Just a couple random things I picked up off the intertubes. GM's accountants are saying that they really don't see a way for GM to stay in business. This will trash Michigan economically even more than it already is. And just in case anyone thought that head-fake the market did yesterday means anything, the Wilshire 5000 is testing a new 52-week low today. This isn't over, not by a long shot. This is not a V-shaped or even U-shaped market event. This is a decade-plus of inflationary fluff getting beaten out of the market. It's not the end of the world, just the end of the fantasy world that has been the US economy since the mid-80's. Maybe if I can take a break from sleeping and napping during my two-week break in school, I'll write something more comprehensive on the economy and really bore everyone to tears, but for now, I'll just repeat what I've been saying for the entire 21st century: get fast, get small. The future belongs to the mammals, not the dinosaurs.

And just to wrap up before I get back at it, I'd love to meet the morons that coded the voting machines.

Tuesday, March 03, 2009

Two Days, Two Psychological Barriers

Yesterday, the Dow fell below 7,000, but the S&P managed to stay just barely over 700. Today, the S&P slid in just under 700. Tomorrow could be an interesting day with either a good bounce or the plunge continuing.
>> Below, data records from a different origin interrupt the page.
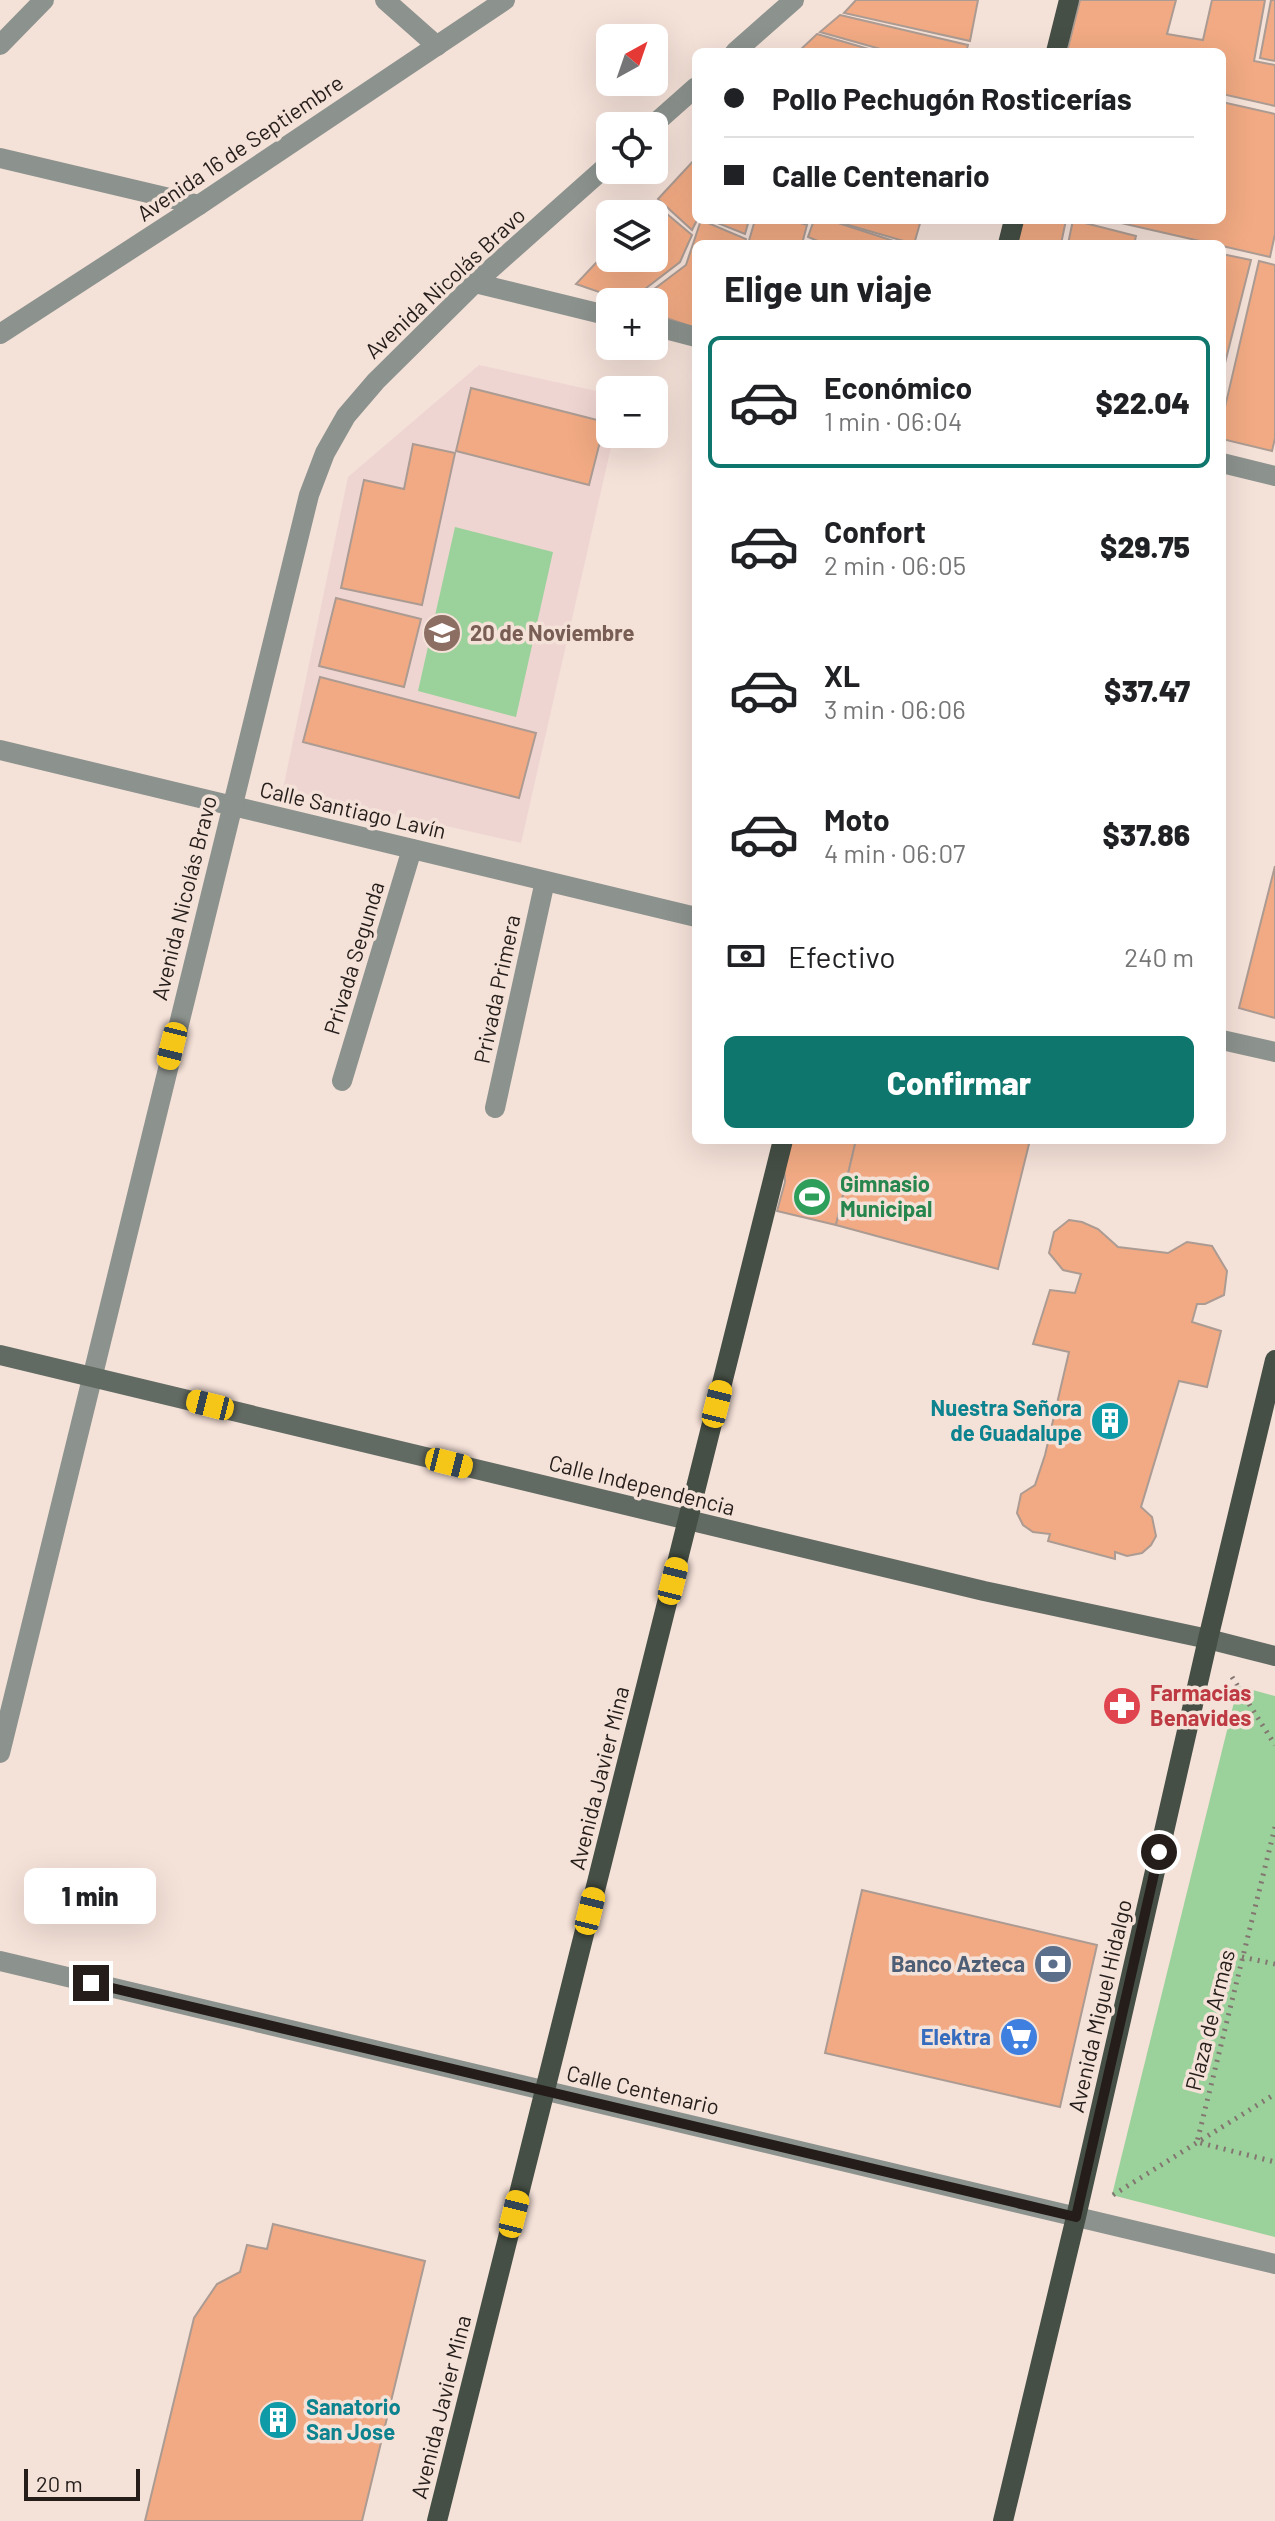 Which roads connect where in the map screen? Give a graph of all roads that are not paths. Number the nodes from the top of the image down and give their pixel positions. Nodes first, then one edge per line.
1 (44, 0) edge
2 (385, 0) edge
3 (505, 0) edge
4 (794, 0) edge
5 (1069, 0) edge
6 (0, 45) edge
7 (437, 46) junction
8 (740, 48) edge
9 (1057, 48) edge
10 (692, 91) edge
11 (668, 112) edge
12 (0, 158) edge
13 (596, 175) edge
14 (199, 205) junction
15 (475, 283) junction
16 (596, 313) edge
17 (668, 330) edge
18 (0, 334) edge
19 (692, 336) edge
20 (1226, 464) edge
21 (1275, 476) edge
22 (0, 750) edge
23 (232, 806) junction
24 (412, 849) junction
25 (545, 881) junction
26 (692, 916) edge
27 (1226, 1041) edge
28 (1275, 1052) edge
29 (342, 1081) dead end
30 (495, 1108) dead end
31 (782, 1144) edge
32 (0, 1355) edge
33 (1275, 1360) edge
34 (91, 1377) junction
35 (688, 1521) junction
36 (1208, 1639) junction
37 (1275, 1656) edge
38 (0, 1753) edge
39 (0, 1961) edge
40 (545, 2091) junction
41 (1076, 2217) junction
42 (1275, 2264) edge
43 (437, 2521) edge
44 (1003, 2521) edge

1 - 6 street
2 - 7 street
3 - 7 street, Avenida 16 de Septiembre
4 - 8 street
5 - 9 main road
7 - 14 street, Avenida 16 de Septiembre
10 - 11 street
12 - 14 street
13 - 15 street, Avenida Nicolás Bravo
14 - 18 street, Avenida 16 de Septiembre
15 - 16 street
15 - 23 street, Avenida Nicolás Bravo
17 - 19 street
20 - 21 street
22 - 23 street, Calle Santiago Lavín
23 - 24 street, Calle Santiago Lavín
23 - 34 street, Avenida Nicolás Bravo
24 - 25 street, Calle Santiago Lavín
24 - 29 street, Privada Segunda
25 - 26 street, Calle Santiago Lavín
25 - 30 street, Privada Primera
27 - 28 street
31 - 35 main road, Avenida Javier Mina
32 - 34 main road, Calle Independencia
33 - 36 main road, Avenida Miguel Hidalgo
34 - 35 main road, Calle Independencia
34 - 38 street, Avenida Nicolás Bravo
35 - 36 main road, Calle Independencia
35 - 40 main road, Avenida Javier Mina
36 - 37 main road, Calle Independencia
36 - 41 main road, Avenida Miguel Hidalgo
39 - 40 street, Calle Centenario
40 - 41 street, Calle Centenario
40 - 43 main road, Avenida Javier Mina
41 - 42 street, Calle Centenario
41 - 44 main road, Avenida Miguel Hidalgo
There is a lot of downward pressure and not many bright spots. Does anyone else get the feeling that 2009 is going to be a long year?

Monday, March 02, 2009

Sunday, March 01, 2009

Winding Down

Tomorrow starts the last week of the two classes I'm taking right now. I laid some good solid ground work for the big project in one class and completed the big project in the other. I feel pretty comfortable right now with how I'm sitting time-wise, which is a bad sign. I'll likely end up here using up my precious supply of words on blog posts instead of working toward the 4-5K words I need to get on paper this week. In any case, by this time next week, I will be starting a two-week period of nothing but sleeping that will only be interrupted long enough for brief naps. You think I jest, but I am completely serious.

I do have to say that whatever it is that I'm doing, it isn't a college education. Most of the text books are about 4th grade level stuff, the assignments are a lot of fluff, and the instructors are, for the most part, complete no-shows, so the whole class turns into a very expensive on-line book club. Nothing I've seen in the last two months in any way justifies the $3,000 price tag. For one thing, the whole on-line structure is antithetical to what I consider to be a college education: the instructor-student and student-student give-and-take of a classroom. Sure there are discussion boards, but the information flow is just way too slow. For example, some of the classes have PLT's or professional learning teams; three or four students working collaboratively on some sort of project. When I was in Cornerstone's ACE program we had these as well, but they involved a weekly 4-hour face-to-face meeting outside of the classroom. The three of us in that group could get more done in one live meeting than both of my five-week on-line PLT's have accomplished combined. If I were an employer (I know, unlikely, but go with me on this) I would not hire anyone with a college degree obtained completely or even mostly on-line unless their other experience made the degree moot. And if I were a parent paying for this crap, I would be pissed to the teeth. On-line education is a scam.